So the pen provided with my review Surface book has been acting weirdly ever since I got it. Encouraged by Microsoft, I ran various calibrations and diagnostics, all of which confirmed things were mostly working but that the pen itself seemed a little wonky. The tip of the pen bent quite a lot when being used, and input was extremely glitchy, to the point of producing - at best - something like dotted lines instead of whole ones. Writing and drawing was basically impossible.
It was not hard to find similar problems online. It seems to be easy to damage the pen tip by dropping it, and the results will be something like what I was experiencing. I also discovered that if I press really hard, so hard that the tip bends and much more than maximum pressure is produced, input tracking is suddenly solid. I went and tried a different pen with a different Surface book in a store just to confirm my own expectations were not the problem. Sure enough, that one worked really well. I headed for lunch and decided to pick up some tip replacements afterward. I had also noticed the rubber part of the tip seemed much shorter on the working pen than on mine, and so was toying with the idea of attempting to cut off some of the rubber. Anyway, on my way to lunch I stumbled across a really neat trick:
The trick
Pull the tip out and insert it the other way round - rubber tip inside, black plastic (I assume) sticking out.

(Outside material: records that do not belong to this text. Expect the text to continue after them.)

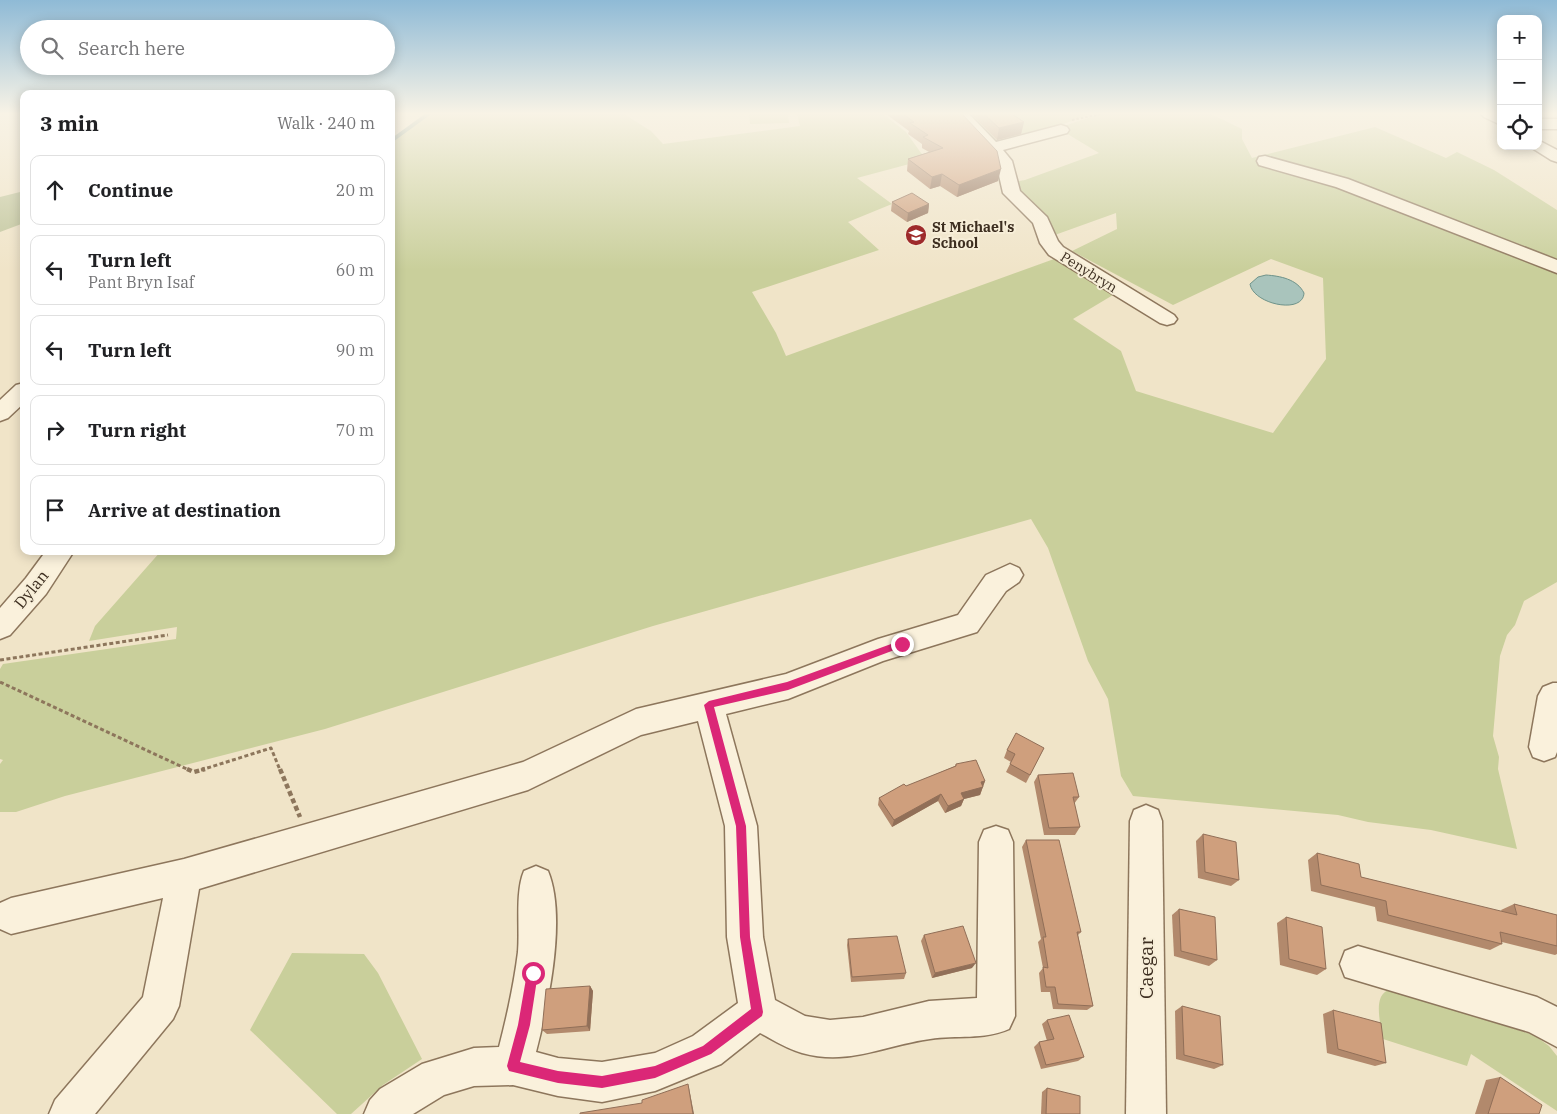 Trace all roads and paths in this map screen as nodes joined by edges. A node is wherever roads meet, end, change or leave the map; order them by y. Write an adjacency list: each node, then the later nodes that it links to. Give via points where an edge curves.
1 (1005, 166): 4 (street, Penybryn, via 1012,194 1041,221 1049,243 1056,251)
2 (1282, 166): 3 (street, via 1342,183)
3 (1557, 267)
4 (1167, 319)
5 (20, 394): 6 (street)
6 (0, 413)
7 (58, 555): 9 (street, Dylan)
8 (1010, 575): 14 (street, via 996,583 967,624 878,651 788,686)
9 (0, 627)
10 (168, 635): 11 (path)
11 (0, 660)
12 (0, 682): 17 (path, via 194,772 272,748)
13 (1557, 696): 15 (street, via 1553,696)
14 (709, 705): 17 (street, via 636,723 528,775); 23 (street, via 741,826 745,937)
15 (1544, 747)
16 (1146, 821): 28 (street, Caegar)
17 (309, 838): 19 (street)
18 (996, 842): 23 (street, via 996,1016 929,1020 863,1036 830,1040 801,1034)
19 (184, 876): 21 (street); 26 (street, via 160,1006)
20 (536, 883): 25 (street, via 539,914 533,973)
21 (11, 916)
22 (1358, 964): 24 (street, via 1537,1016)
23 (758, 1012): 25 (street, via 707,1050 655,1072 602,1082 558,1077)
24 (1557, 1028)
25 (513, 1066): 27 (street, via 474,1067 436,1078 394,1103)
26 (68, 1114)
27 (384, 1114)
28 (1146, 1114) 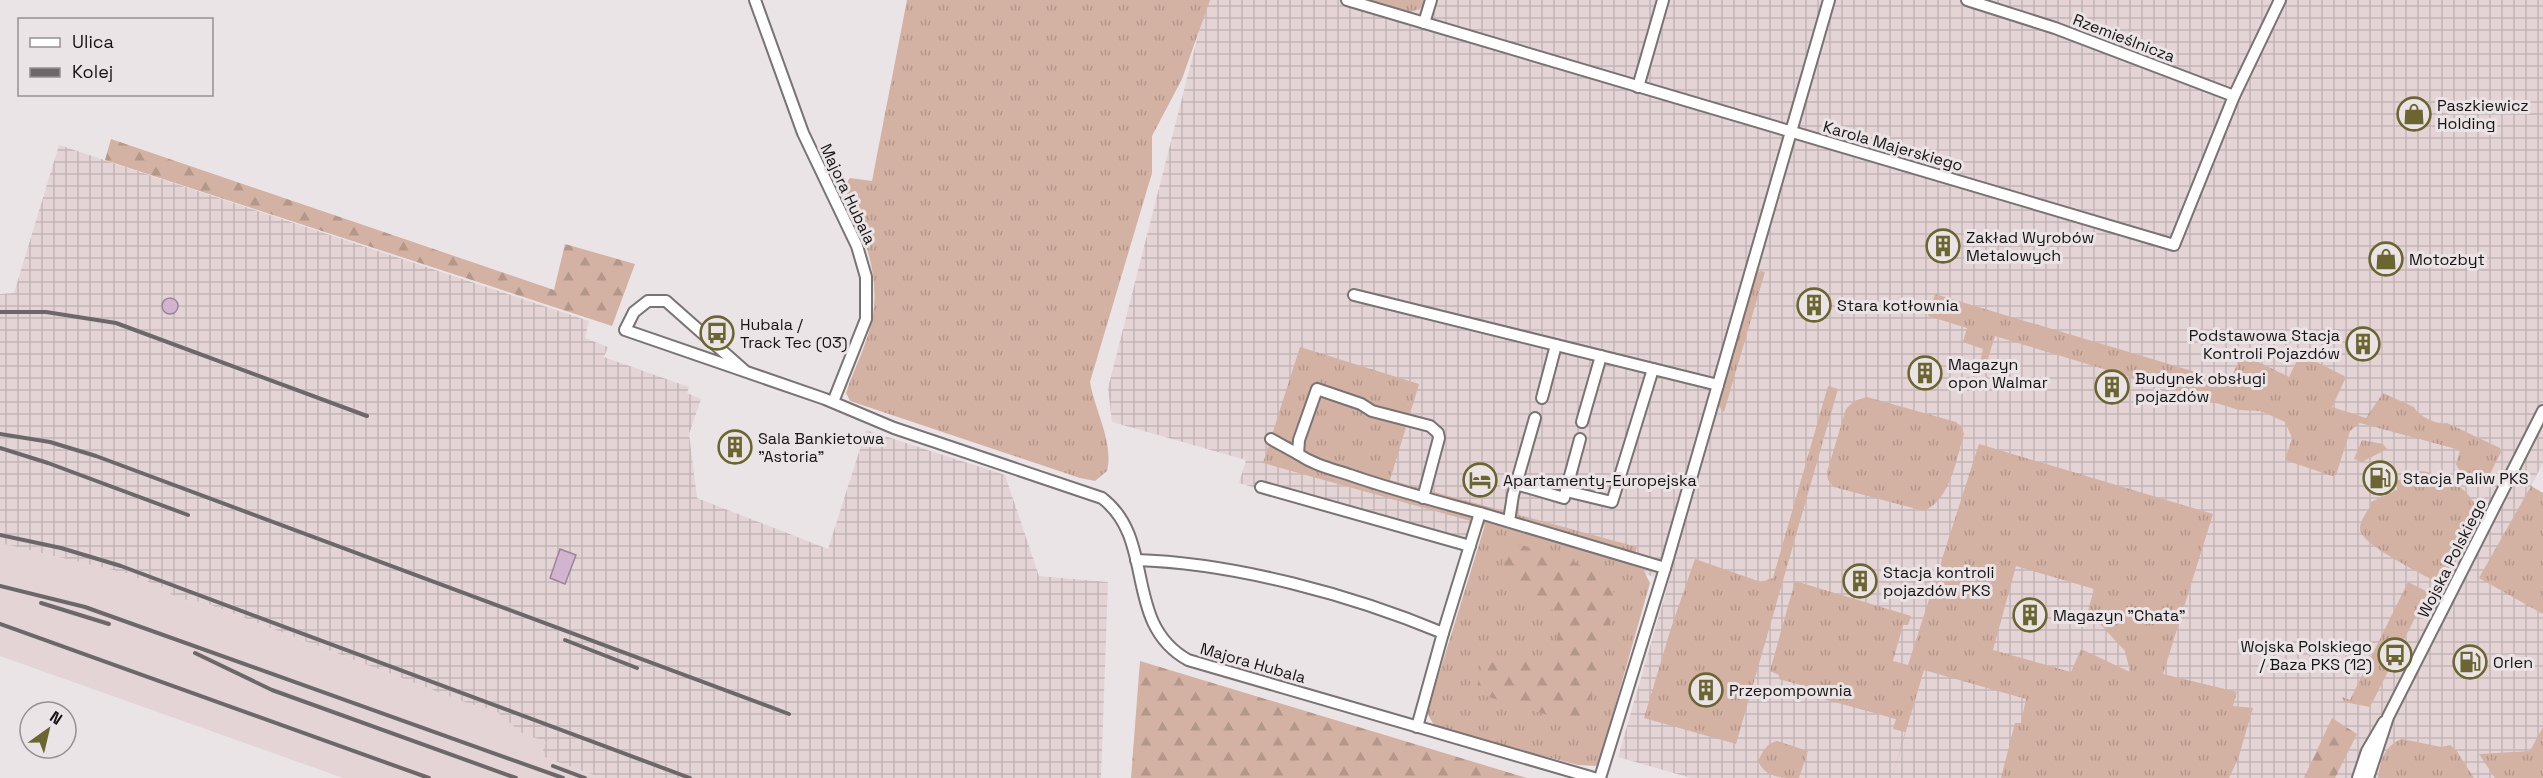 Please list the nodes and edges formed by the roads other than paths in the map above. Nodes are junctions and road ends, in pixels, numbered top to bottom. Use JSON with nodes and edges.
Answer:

Would you look at that, suddenly the pen is producing solid lines, as if it was the most natural thing in the world. What an awesome hack, especially for me who was not any particular fan of the rubbery feeling anyway.
I still went and got a pack of replacement tips, as they were cheap and more options to try for drawing are always fun.


The tips come in a nice little box, complete with a tweezer-like bottom edge for easily gripping and pulling the tip being replaced.
On the right side inside the box is my replaced tip. Compared to the others, it seems to have rather a lot of rubber tip. My guess is that the wole problem was caused by it dropping so that some of the black plastic broke off, which somehow upsat the detection balance.
What that image may not provide is a sense of scale.


I was almost afraid I would lose it inside my backpack on the way home from the store.
Now: on to actually using the pen as much as I can. Good times!